Coexistence ended during the course of ten years of violence, between 1912 and 1922. People were killed simply because they happened to be Christian or Muslim. Political violence of this kind has a way of making people hate national enemies, Doumanis says.
“Mere bigotries, which always existed, became the focus of identity. In other words, ethnonationalism was the product of political violence, not the other way around. After 1912, the Ottoman State was no longer prepared to accommodate Christians. The Young Turk regime resolved to expel the Greeks and eliminate the Armenians.”
And yet, Anatolian Christians often wanted to stay in Anatolia even after years of persecution, thinking that one day things might return to normal. However, the interests of such people were never considered by political elites, who believed that Turkey was for the Turks and Greece for the Greeks.
“In other words, the refugees were essentially the victims of high politics.”
Three things lead historians not to show serious regard to refugees’ memories of their intercommunal coexistence, Doumanis tells Neos Kosmos.
“It was the basic distrust of oral sources, especially where they contradict the standard sources.
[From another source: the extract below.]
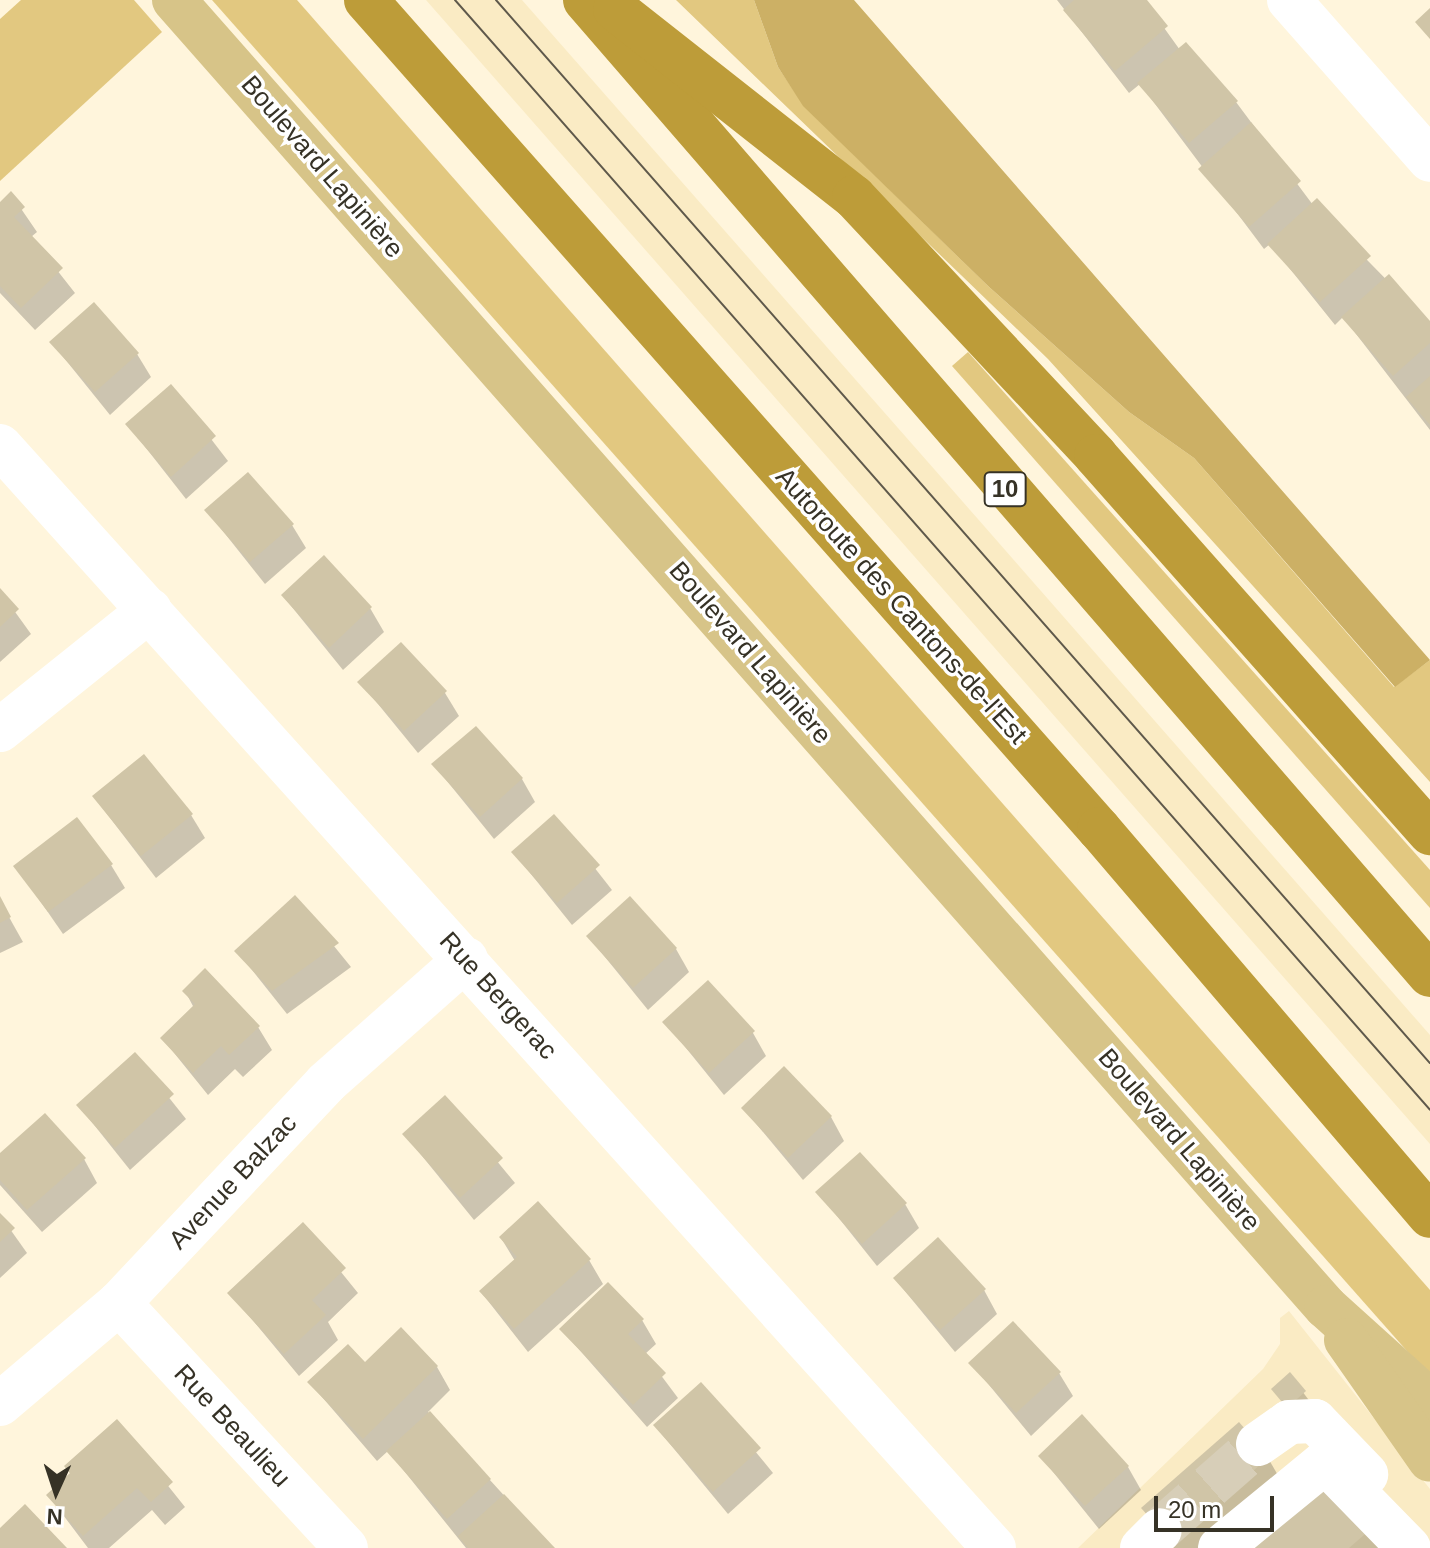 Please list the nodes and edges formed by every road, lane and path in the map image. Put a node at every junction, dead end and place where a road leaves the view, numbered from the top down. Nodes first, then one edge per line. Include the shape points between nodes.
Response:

Another reason is that your standard historian does not know what to make of the memories of ordinary people. The oral testimonies in our case have nothing new to say about the wars, about politics or even economics – they talk about miracles, rituals, folktales and eating habits. There is a disconnect between their interests and those of historians. The final reason is that such sources are deemed to be embarrassing. A conventional Greek historian will regard the refugee testimonies as the words of illiterate common folk who can hardly be taken seriously when they make such implausible claims about the enemy: the Turks are like brothers?” Doumanis explains.
The ethnic violence of Smyrna 1922 would appear to prove that these memories could not be taken seriously. Nicholas Doumanis’ book shows that historians miss the point of these testimonies entirely – there is more in refugees’ memories than just nostalgia.
“I found that the testimonies refer to an authentic depiction of Anatolia, as remembered by the refugees. As such, they are accurate, but must be treated with great care. If read literally, the testimonies suggest Anatolia as a land of milk and honey. What such hyperbole suggests, however, is that Greek Orthodox Christians did appear to thrive in Anatolia. They migrated from Greece in large numbers because conditions were good for tradesmen, merchants and farming. Once you understand such contextual matters, the refugee rhetoric begins to make sense,” Doumanis concludes.
Doumanis’ Melbourne lecture is expected to draw attention to the descendants of refugees, as well as those interested in modern Greek history, and Ottoman and Turkish history.
As part of the 2013 Greek History and Culture Seminars organised by GOCMV, professor Nicholas Doumanis will hold a lecture at Wheeler Centre (176 Little Lonsdale St, Melbourne), on Tuesday, 9 April, at 7:00 pm. For more information, contact GOCMV, on 9662 2722.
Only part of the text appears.